Collected data
****************************************

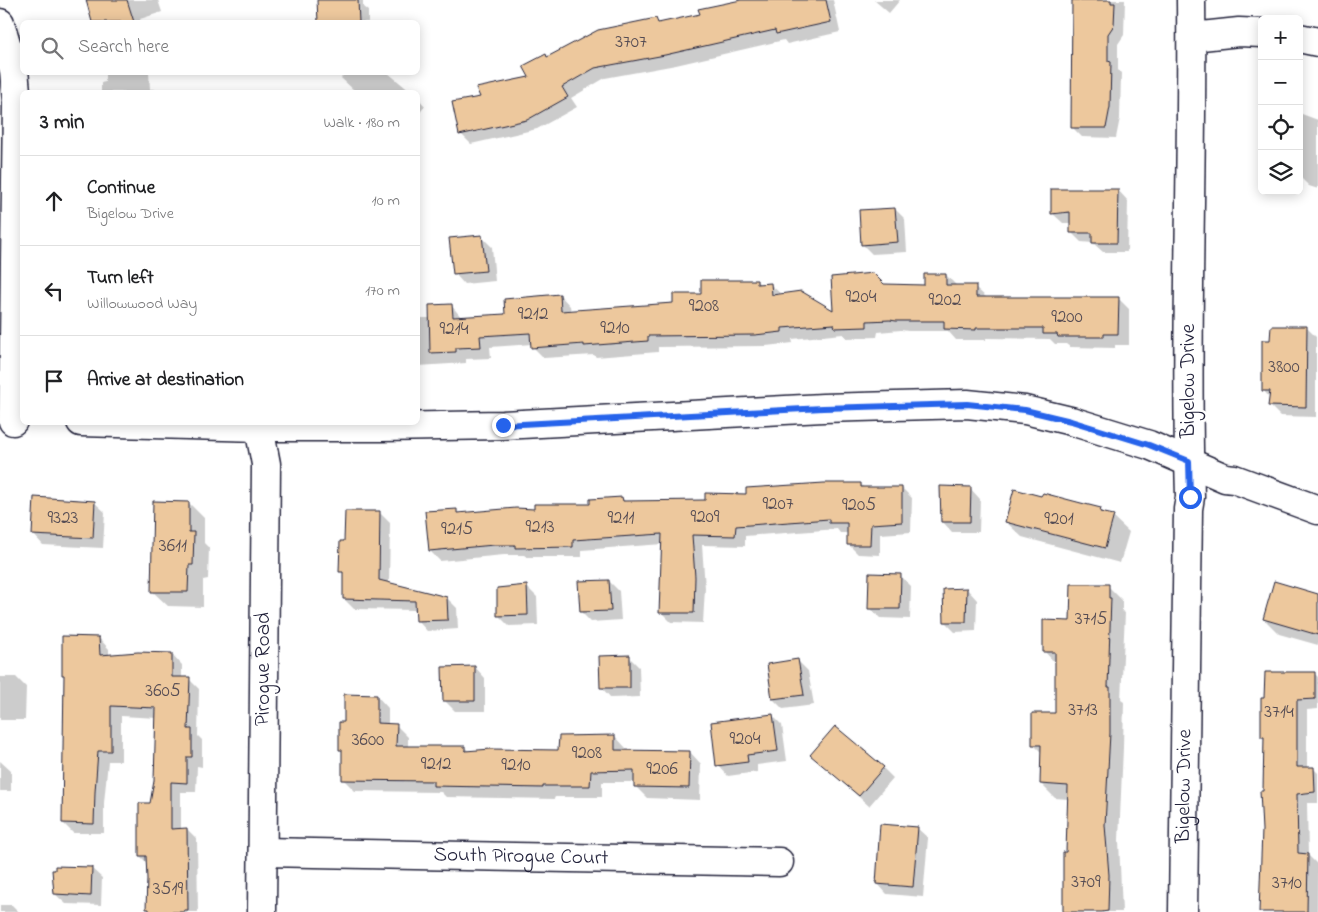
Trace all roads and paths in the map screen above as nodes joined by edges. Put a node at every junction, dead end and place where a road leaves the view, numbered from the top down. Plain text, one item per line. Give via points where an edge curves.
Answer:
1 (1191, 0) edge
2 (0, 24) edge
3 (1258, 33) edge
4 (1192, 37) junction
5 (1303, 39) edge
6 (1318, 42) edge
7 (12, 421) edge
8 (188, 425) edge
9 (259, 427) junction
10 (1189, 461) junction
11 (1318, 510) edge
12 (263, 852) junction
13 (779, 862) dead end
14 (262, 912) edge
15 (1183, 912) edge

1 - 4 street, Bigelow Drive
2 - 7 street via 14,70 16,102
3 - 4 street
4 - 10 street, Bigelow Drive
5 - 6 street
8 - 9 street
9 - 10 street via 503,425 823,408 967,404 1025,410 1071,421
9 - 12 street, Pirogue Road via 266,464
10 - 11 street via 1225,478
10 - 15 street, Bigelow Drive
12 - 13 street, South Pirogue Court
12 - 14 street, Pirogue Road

****************************************

▶ **The task**
Quote the records above exactly, leaving out any pictures.

▶ **Task response**
Trace all roads and paths in the map screen above as nodes joined by edges. Put a node at every junction, dead end and place where a road leaves the view, numbered from the top down. Plain text, one item per line. Give via points where an edge curves.
Answer:
1 (1191, 0) edge
2 (0, 24) edge
3 (1258, 33) edge
4 (1192, 37) junction
5 (1303, 39) edge
6 (1318, 42) edge
7 (12, 421) edge
8 (188, 425) edge
9 (259, 427) junction
10 (1189, 461) junction
11 (1318, 510) edge
12 (263, 852) junction
13 (779, 862) dead end
14 (262, 912) edge
15 (1183, 912) edge

1 - 4 street, Bigelow Drive
2 - 7 street via 14,70 16,102
3 - 4 street
4 - 10 street, Bigelow Drive
5 - 6 street
8 - 9 street
9 - 10 street via 503,425 823,408 967,404 1025,410 1071,421
9 - 12 street, Pirogue Road via 266,464
10 - 11 street via 1225,478
10 - 15 street, Bigelow Drive
12 - 13 street, South Pirogue Court
12 - 14 street, Pirogue Road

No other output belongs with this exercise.